[Date Prev][Date Next] [Chronological] [Thread] [Top]

Re: [Models] An attribute value should be equal to self




Kurt,

Kurt D. Zeilenga wrote:
At 11:38 PM 3/10/2005, Steven Legg wrote:

I'm asking that LDAPprep not fail.


Given that unassigned code points are to be prohibited
[Section 7, Stringprep] (in at least one of the two involved
strings), and all revisions of Unicode have unassigned
code points, all proper profiles of Stringprep can fail
and will fail in face of unassigned code points.

Not necessarily. Section 7 says that the "list of unassigned code points MUST be given in a profile, and that list MUST be used by implementations of the profile in step 3 (prohibit)". Step 3, i.e. section 5, doesn't say anything about the unassigned code points but does suggest that a profile has a degree of discretion as to which characters to treat as prohibited. In the absence of anything definitive, I think Section 7 is more relevant in that it says "Stored strings using the profile MUST NOT contain any unassigned code points. Queries for matching strings MAY contain unassigned code points". This suggests to me that attribute values MUST NOT contain unassigned code points, but assertion values MAY contain unassigned code points. Stringprep seems to be saying that there are two different preparation algorithms. An algorithm that is applied to stored strings to normalize them and to check for prohibited characters, including unassigned code points, and another algorithm that is applied to query strings to normalize them and check for prohibited characters, but not including unassigned code points. At the moment LDAPprep is not drawing any distinction between a string in an attribute value versus a string in an assertion value. However there are wider implications.

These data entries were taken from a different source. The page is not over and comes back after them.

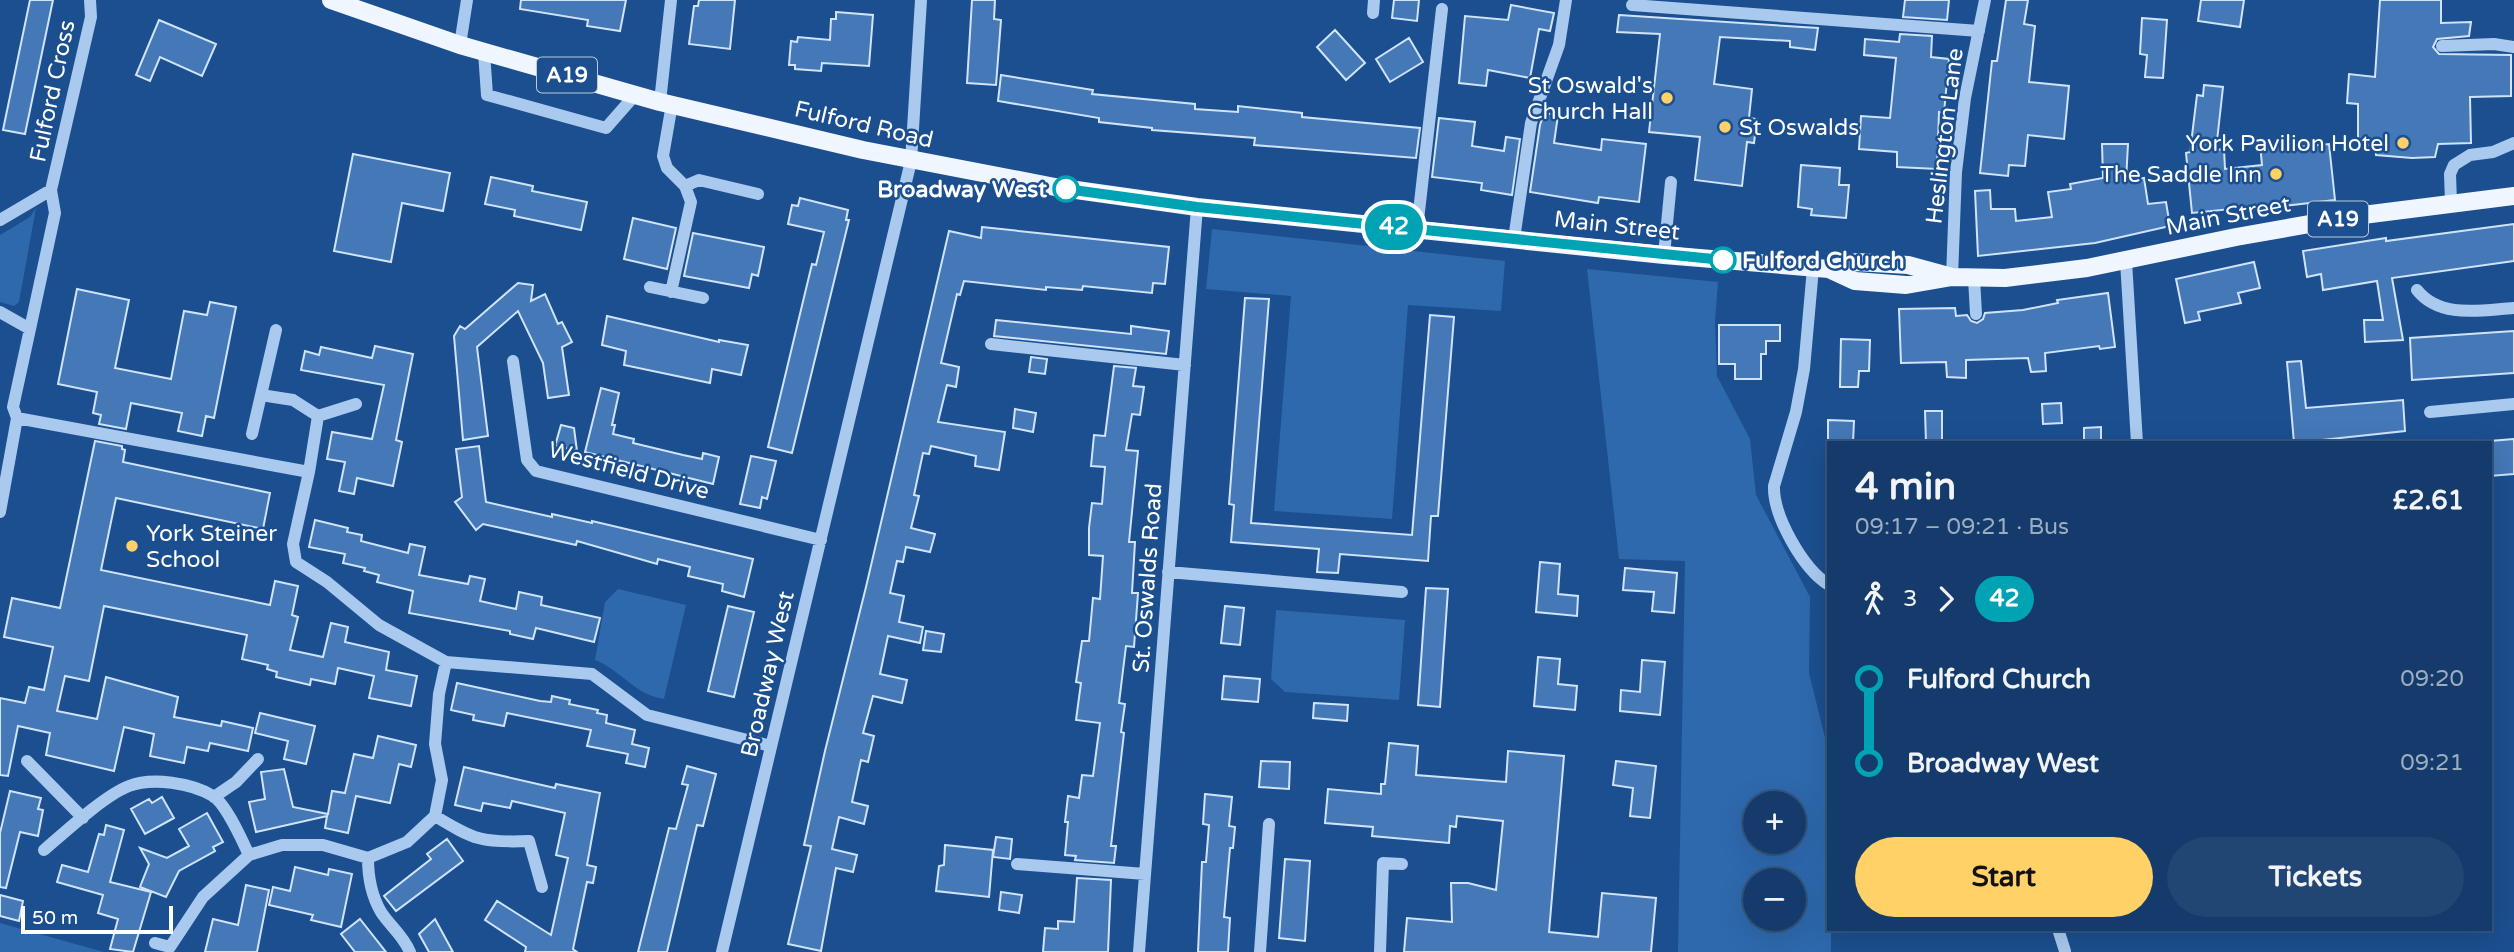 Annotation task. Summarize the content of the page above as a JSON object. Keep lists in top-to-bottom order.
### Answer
{
  "streets": {
    "main road": ["A19", "Fulford Road", "Main Street"],
    "street": [
      "Fulford Cross",
      "Heslington Lane",
      "Westfield Drive",
      "St. Oswalds Road",
      "Broadway West"
    ]
  },
  "crossings": [
    ["Fulford Road", "Main Street"],
    ["Fulford Road", "St. Oswalds Road"],
    ["Fulford Road", "Broadway West"],
    ["Heslington Lane", "Main Street"],
    ["Westfield Drive", "Broadway West"]
  ],
  "places": [
    "St Oswald's Church Hall",
    "St Oswalds",
    "York Pavilion Hotel",
    "The Saddle Inn",
    "Broadway West",
    "Fulford Church",
    "York Steiner School"
  ],
  "lines": ["bus line 42"],
  "scale_bar": "50 m",
  "page": {
    "on_map": "42",
    "heading": ["4 min", "09:17 – 09:21 · Bus", "£2.61"],
    "legs": ["3", "42"],
    "list": [
      {
        "name": "Fulford Church",
        "value": "09:20"
      },
      {
        "name": "Broadway West",
        "value": "09:21"
      }
    ],
    "map_buttons": ["+", "−"],
    "buttons": ["Start", "Tickets"],
    "scale": "50 m"
  }
}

A requirement that R(X, X) == TRUE, with LDAPprep as it is currently
defined, will have the effect of preventing attribute values from
containing prohibited characters, but only for strings that are
examined by the equality matching rule for the attribute. There is
nothing that stops the DESC field in an attribute type description,
for example, from containing prohibited characters (including unassigned
code points). If we are to follow the spirit of stringprep then I
think that means we must prevent prohibited characters appearing in
any part of an attribute value, regardless of the equality matching rule
for the attribute. After all, with component matching any part of any
attribute value can be matched.

Incidentally, I wouldn't be adverse to a blanket ban on unassigned
code points in every part of every attribute value, as long as LDAPprep
doesn't fail if they appear in an assertion value. We have discretion
as to what other characters are to be prohibited from attribute values.

Something that isn't clear to me is how stringprep is supposed to
apply to stored values. I guess that the intent is that one should
apply the stringprep profile to each string that is about to be
stored and if that returns an error (because it contains prohibited
characters) then the string should be rejected. However Section 7.1
says "Stored strings MUST NOT contain any code points outside of AO
for the latest version of a profile. That is, they are forbidden to
contain code points from the MN, D, or U categories". I take this to
mean that what one is actually supposed to store is the output of
stringprep, i.e. the normalized string. We aren't doing that.

I think we are falling short of the intent of stringprep.

That is, LDAPprep can fail.  There is no way to escape
this (and still have LDAPprep be a profile of the
StringPrep algorithm).

As you noted, troublesome characters should not be mapped
to nothing as that causes string+garbage to match string.
But mapping those troublesome characters to the replacement
character makes little sense.  If the replacement character
is prohibited, then the mapping has zero impact.  If the
replacement character is allowed, then string+garbage
would be equal to string+replacement.  I think this
is inappropriate as if we say the replacement character
is not a troublesome character, then no troublesome
character should match it.

If garbage is mapped then it has to be mapped to something. The replacement character seems to be the most appropriate because it already carries the sense of something that cannot be properly represented.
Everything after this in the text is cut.